Tucked away amid Marks's recollections of his memorable life of crime, however, is a fascinating but highly unexpected snippet of cryptozoological interest, which reads as follows:

"I had been advised by Raoul to visit Murray Hill Station [in Pakistan] on the borders of Kashmir, a few hours' drive from Islamabad. Foreigners were not allowed to rent cars, so I made a private arrangement with a local taxi-driver who spoke a little English. We were driving on poor roads through the foothills of the Himalayas. I saw and smelt fields of marijuana. A large, five-foot-long, prehistoric-looking lizard ambled across the road in front of us and disappeared into a marijuana bush. The taxi screamed to a halt, and the driver pointed and yelled, 'Krow! Krow!'

"'What is it?' I asked.

"'It is Krow, Mr Nice, burglar best friend.'

"'I don't understand.'

"'You want to come to my brother cousin, Mr Nice? I will show you.'

"'Yes, please,' I said, well in the mood for arbitrary adventures with burglars' friends and brother cousins.

"We took a track off the road, drove for miles, and stopped outside an old, meandering group of dusty yellow buildings. An old man dressed in colourful rags came out through a hole in the wall and grunted at the taxi-driver.

"'This is Mohammed, Mr Nice. He is pleased to meet you, Mr Nice.'

"The two babbled away in some unknown tongue and beckoned me into a walled courtyard full of Krows of all sizes. At a signal from Mohammed, one of the Pakistani workers caught hold of a large Krow by its tail, body-slammed it against the high wall, and let go. The Krow stuck to the wall. The Pakistani climbed up the vertical Krow as if it was a ladder. I could see why the Krow was the burglar's best friend but still found it hard to imagine housebreaking with a giant lizard...

"Back at the Holiday Inn, Islamabad, Raoul came round. He confirmed the existence and uses of the Krow."

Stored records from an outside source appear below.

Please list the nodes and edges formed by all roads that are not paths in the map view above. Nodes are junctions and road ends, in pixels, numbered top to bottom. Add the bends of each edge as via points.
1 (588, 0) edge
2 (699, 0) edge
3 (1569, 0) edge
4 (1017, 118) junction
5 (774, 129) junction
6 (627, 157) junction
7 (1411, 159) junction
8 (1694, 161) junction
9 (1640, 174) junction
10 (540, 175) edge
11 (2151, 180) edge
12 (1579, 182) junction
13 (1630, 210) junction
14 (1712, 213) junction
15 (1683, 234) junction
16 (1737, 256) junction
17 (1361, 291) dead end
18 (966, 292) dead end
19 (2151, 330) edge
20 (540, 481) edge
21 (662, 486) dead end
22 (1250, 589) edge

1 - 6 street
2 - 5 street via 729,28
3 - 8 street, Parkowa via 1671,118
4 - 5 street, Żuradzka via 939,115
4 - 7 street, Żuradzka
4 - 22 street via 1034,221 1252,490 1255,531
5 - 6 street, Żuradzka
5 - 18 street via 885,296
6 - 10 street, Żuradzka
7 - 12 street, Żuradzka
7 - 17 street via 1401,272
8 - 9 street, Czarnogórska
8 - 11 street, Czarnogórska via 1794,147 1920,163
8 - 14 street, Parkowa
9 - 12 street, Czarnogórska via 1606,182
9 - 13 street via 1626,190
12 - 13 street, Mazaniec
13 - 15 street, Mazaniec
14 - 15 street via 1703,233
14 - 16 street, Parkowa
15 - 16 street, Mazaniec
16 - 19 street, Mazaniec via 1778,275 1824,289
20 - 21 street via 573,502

How surreal is that?! But what could the Krow be?

Its ability to adhere so readily to walls immediately calls to mind the geckos, but there is certainly no known species of gecko that attains a length of 5 ft (the largest, a 'mere' 2 ft long, is Delcourt's giant gecko Hoplodactylus delcourti, known only from a single taxiderm specimen of probable New Zealand origin, and believed to be one and the same species as a reputedly mythical New Zealand lizard known to the Maori people as the kawekaweau).

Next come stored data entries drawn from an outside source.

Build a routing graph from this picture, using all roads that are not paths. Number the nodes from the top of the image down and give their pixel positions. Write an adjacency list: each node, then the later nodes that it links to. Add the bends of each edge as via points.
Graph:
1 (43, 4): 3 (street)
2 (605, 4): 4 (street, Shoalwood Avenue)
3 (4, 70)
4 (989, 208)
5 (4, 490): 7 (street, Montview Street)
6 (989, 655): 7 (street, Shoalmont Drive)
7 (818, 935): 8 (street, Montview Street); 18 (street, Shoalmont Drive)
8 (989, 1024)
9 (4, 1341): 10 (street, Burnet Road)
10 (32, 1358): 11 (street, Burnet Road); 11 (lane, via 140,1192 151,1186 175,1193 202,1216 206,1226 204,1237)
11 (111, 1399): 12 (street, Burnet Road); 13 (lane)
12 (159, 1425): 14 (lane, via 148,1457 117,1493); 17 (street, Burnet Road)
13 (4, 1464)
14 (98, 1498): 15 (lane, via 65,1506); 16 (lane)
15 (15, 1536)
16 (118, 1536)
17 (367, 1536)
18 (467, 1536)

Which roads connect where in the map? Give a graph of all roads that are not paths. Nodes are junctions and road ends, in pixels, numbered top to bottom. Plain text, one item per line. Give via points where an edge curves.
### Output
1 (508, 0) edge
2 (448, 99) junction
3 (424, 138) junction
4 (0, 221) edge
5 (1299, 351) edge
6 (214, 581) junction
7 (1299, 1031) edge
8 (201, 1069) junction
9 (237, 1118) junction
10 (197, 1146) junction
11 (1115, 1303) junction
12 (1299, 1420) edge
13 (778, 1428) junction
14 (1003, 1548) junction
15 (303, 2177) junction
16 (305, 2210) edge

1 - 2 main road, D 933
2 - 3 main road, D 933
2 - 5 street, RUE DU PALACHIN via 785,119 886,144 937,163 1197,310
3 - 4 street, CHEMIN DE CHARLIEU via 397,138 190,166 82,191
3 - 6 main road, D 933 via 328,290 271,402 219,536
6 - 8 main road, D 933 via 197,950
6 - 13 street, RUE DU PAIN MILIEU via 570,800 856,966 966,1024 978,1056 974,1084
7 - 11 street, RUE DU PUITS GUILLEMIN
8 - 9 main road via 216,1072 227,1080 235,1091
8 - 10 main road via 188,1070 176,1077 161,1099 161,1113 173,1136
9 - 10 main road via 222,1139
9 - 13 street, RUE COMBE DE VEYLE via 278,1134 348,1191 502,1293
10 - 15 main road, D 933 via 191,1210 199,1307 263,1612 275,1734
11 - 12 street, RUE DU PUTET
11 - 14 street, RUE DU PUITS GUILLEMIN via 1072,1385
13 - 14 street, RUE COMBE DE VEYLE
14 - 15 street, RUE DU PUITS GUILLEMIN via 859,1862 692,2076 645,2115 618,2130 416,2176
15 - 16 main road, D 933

Delcourt's giant gecko (Markus Bühler)

Such dimensions are much more compatible with a species of monitor (varanid), but how proficient are these lizards' wall-gripping abilities, especially while someone is climbing all over them?! And is their nature placid enough for anyone to risk doing this, even if such lizards could grip walls tightly enough to remain in place?

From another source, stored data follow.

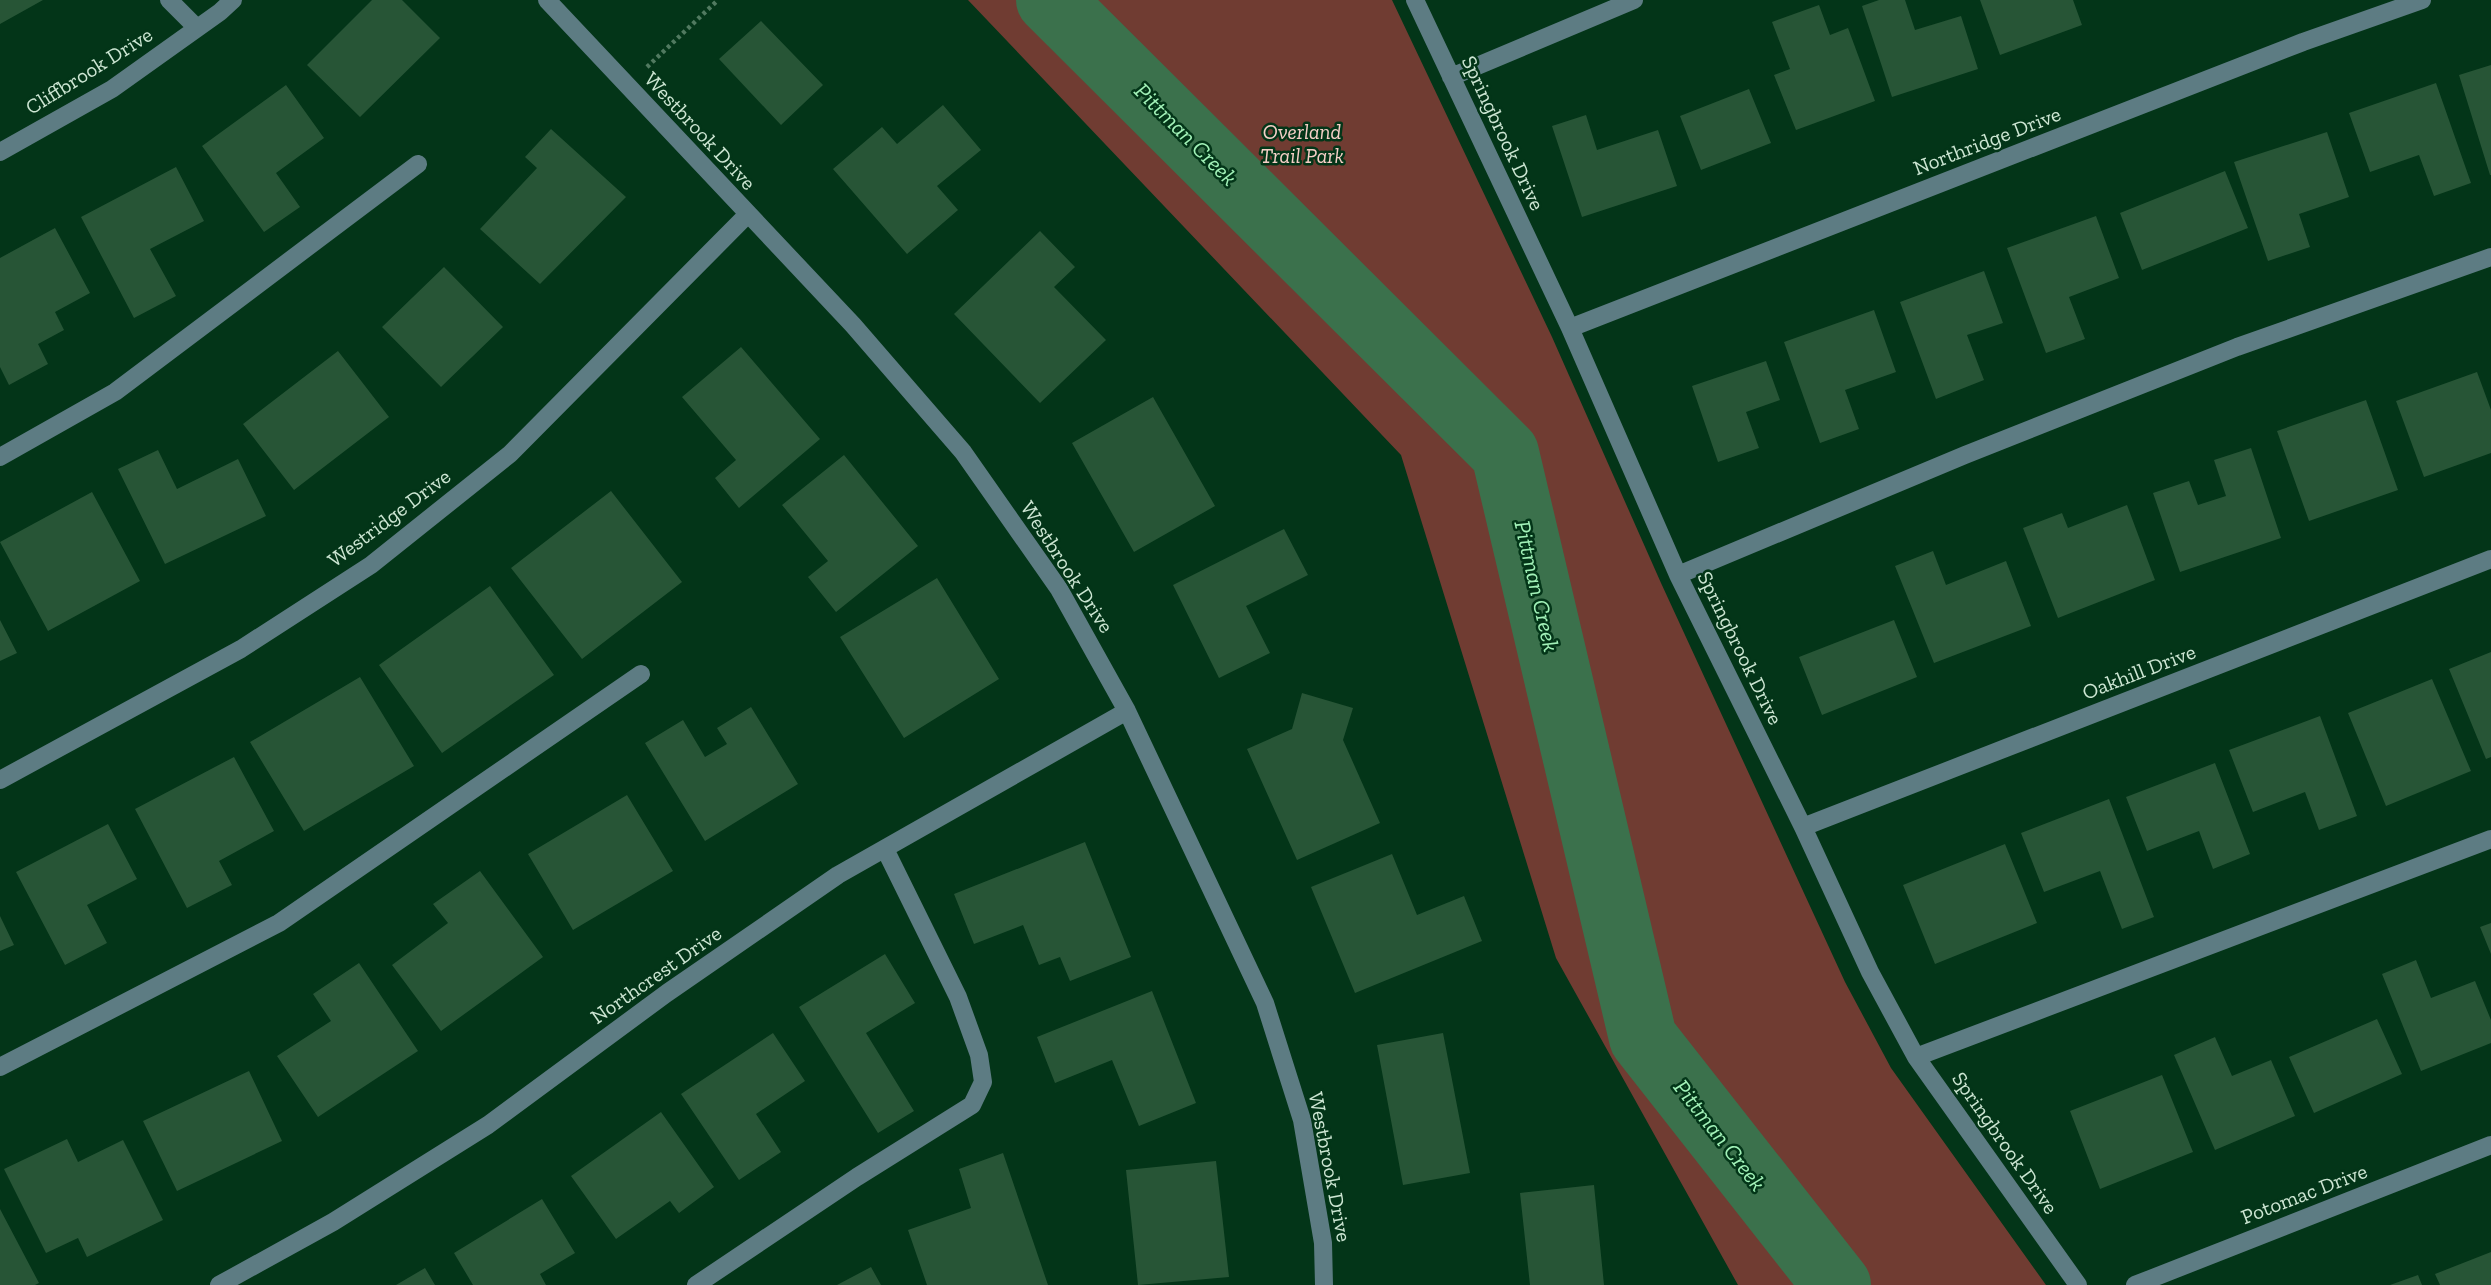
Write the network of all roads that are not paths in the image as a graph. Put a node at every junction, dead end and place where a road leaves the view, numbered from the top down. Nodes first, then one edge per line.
1 (169, 0) edge
2 (233, 0) edge
3 (547, 0) edge
4 (1415, 0) edge
5 (1634, 0) edge
6 (2422, 0) edge
7 (197, 28) junction
8 (1451, 76) junction
9 (0, 152) edge
10 (418, 164) dead end
11 (747, 215) junction
12 (2491, 257) edge
13 (1570, 328) junction
14 (0, 457) edge
15 (2491, 559) edge
16 (1678, 575) junction
17 (641, 674) dead end
18 (1127, 711) junction
19 (0, 780) edge
20 (1803, 827) junction
21 (2491, 839) edge
22 (885, 849) junction
23 (1916, 1057) junction
24 (0, 1067) edge
25 (2491, 1145) edge
26 (219, 1285) edge
27 (696, 1285) edge
28 (1324, 1285) edge
29 (2078, 1285) edge
30 (2135, 1285) edge

1 - 7 street
2 - 7 street, Cliffbrook Drive
3 - 11 street, Westbrook Drive
4 - 8 street, Springbrook Drive
5 - 8 street
6 - 13 street, Northridge Drive
7 - 9 street, Cliffbrook Drive
8 - 13 street, Springbrook Drive
10 - 14 street
11 - 18 street, Westbrook Drive
11 - 19 street, Westridge Drive
12 - 16 street
13 - 16 street, Springbrook Drive
15 - 20 street, Oakhill Drive
16 - 20 street, Springbrook Drive
17 - 24 street
18 - 22 street, Northcrest Drive
18 - 28 street, Westbrook Drive
20 - 23 street, Springbrook Drive
21 - 23 street
22 - 26 street, Northcrest Drive
22 - 27 street
23 - 29 street, Springbrook Drive
25 - 30 street, Potomac Drive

Is there anyone out there who can shed any light on this thoroughly perplexing herpetological mystery? If so, please send in details!

Oh, just one other thing: if by any chance you happen to own a large lizard as a pet, please don't try this at home!


UPDATE - 24 August 2013

Tonight I read the following fascinating snippet on the Wikipedia page for the Bengal or common Indian monitor Varanus bengalensis, which may well have relevance to the mystery of the krow:

"Monitors are among the most intelligent of reptiles, and can be domesticated and trained to a limited extent, though they are not the most docile of pets. They have strong claws they use for climbing; and a popular legend has it that Shivaji's general, Tanaji Malusare [Shivaji being the 17th-Century founder and sovereign of the Maratha Empire), used a pet monitor with a rope tied around its belly as an aid to climbing the walls of the Sinhagad fort in the Battle of Sinhagad. (This use of monitor lizards was fairly prevalent in western India: a Maratha family, Ghorpade, took its name from individuals who specialized in training and using monitors for this purpose.)"

Judging from this information, the krow may indeed be a species of varanid after all, conceivably even this very same one. Another cryptozoological mystery solved?